Она понимала, что это была безумная затея, но она увенчалась успехом. Все получилось так, как она того и хотела, и после всего случившегося он смог исторгнуть из себя то, что она и намеревалась извлечь из него. Снова и снова они занимались любовью, а потом она садилась, нагая, на измятых, сбитых простынях и заставляла его декламировать, декламировать… Кровать, говорила она ему, — своего рода сцена, и к тому же кровать, как и сцена, — это площадка для проявления страсти.

Когда пришла пора давать три представления «Сирано», оказалось, что ее усилия не прошли даром. Он был великолепен, и только благодаря ему отлично выглядели и остальные актеры. Это был его и ее триумф. Ее лебединая песня.

Через неделю после последнего представления она пригласила его на конную прогулку, и он согласился, решив, что они опять будут заниматься любовью. Они выехали в весенний лес. Воздух был чистым и теплым. Был один из тех прекрасных дней, какие бывают лишь у подножия гор, когда можно не то что забыть, но на какое-то время отвлечься от их великолепия и строгой величавости, точно эти гиганты милостиво согласились остаться незамеченными. Они спешились и легли в высокую траву, но она привела его сюда не затем, чтобы отдаться. Она собиралась проститься с ним.

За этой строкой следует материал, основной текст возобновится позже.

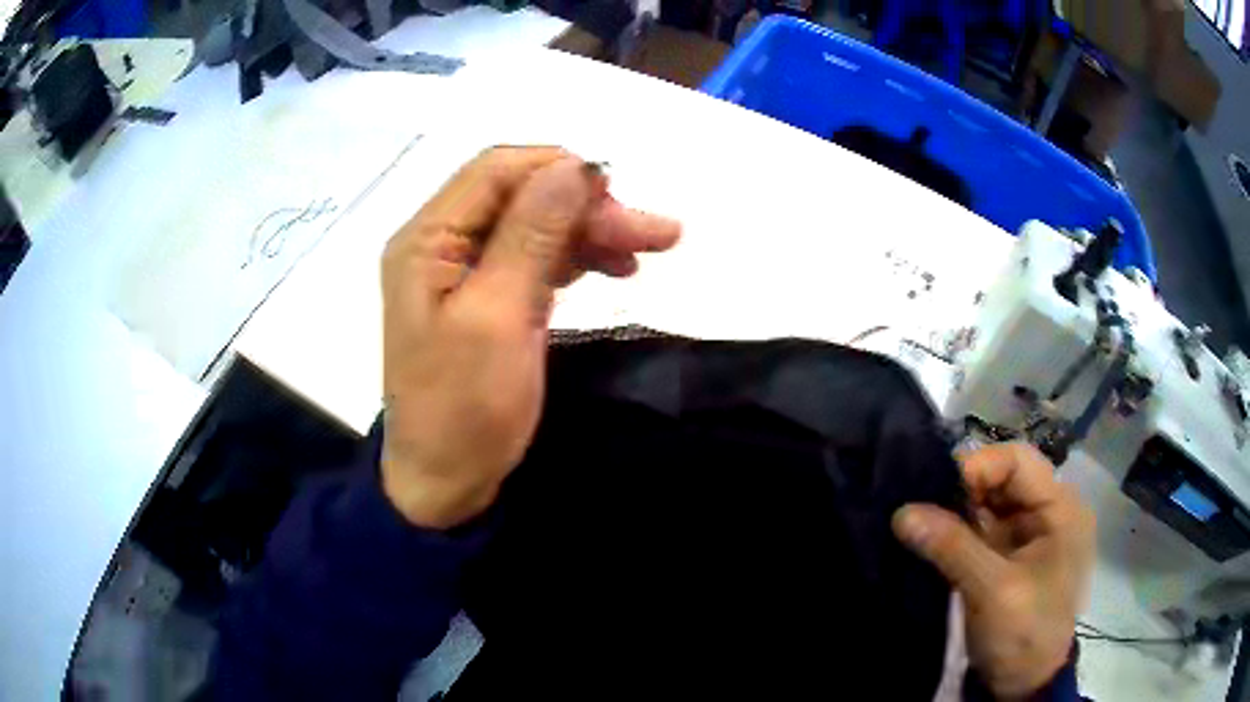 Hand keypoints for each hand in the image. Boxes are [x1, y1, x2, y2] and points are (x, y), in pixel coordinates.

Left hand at [379, 147, 680, 528]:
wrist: (447, 482)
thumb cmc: (464, 407)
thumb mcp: (499, 316)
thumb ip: (533, 234)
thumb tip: (574, 166)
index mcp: (427, 238)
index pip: (496, 171)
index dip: (558, 170)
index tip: (617, 192)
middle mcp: (441, 243)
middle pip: (522, 196)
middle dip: (588, 206)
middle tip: (657, 233)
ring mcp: (466, 271)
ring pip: (537, 225)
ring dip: (592, 231)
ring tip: (653, 248)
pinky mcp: (490, 296)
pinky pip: (537, 259)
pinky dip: (578, 258)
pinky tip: (616, 269)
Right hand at [893, 443, 1094, 698]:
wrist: (1026, 683)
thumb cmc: (1024, 632)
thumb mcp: (992, 591)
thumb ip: (953, 548)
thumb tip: (902, 512)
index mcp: (1061, 509)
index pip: (1018, 462)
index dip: (978, 468)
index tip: (934, 491)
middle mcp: (1049, 512)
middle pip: (1003, 480)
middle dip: (963, 491)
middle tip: (921, 506)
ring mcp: (1030, 536)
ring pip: (990, 505)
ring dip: (957, 512)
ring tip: (921, 522)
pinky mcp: (1012, 557)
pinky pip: (983, 531)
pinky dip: (958, 533)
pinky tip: (933, 540)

— Больше мы никогда не увидимся, — сказала она ему.

— Никогда?

— Никогда, — повторила она. — Я скоро уеду отсюда. И ты тоже.

— В колледж, и только.

— И все же… — начала она. Она осеклась и потом, задумавшись на мгновение, спросила ело: «Тебе хочется уехать?»

— В колледж? Конечно, хочется.

— Ты бы мог… — начала она и замолчала.

— Мог что?

— Нет, хватит мне вмешиваться в твою жизнь.

— Я мог бы что? — настаивал он.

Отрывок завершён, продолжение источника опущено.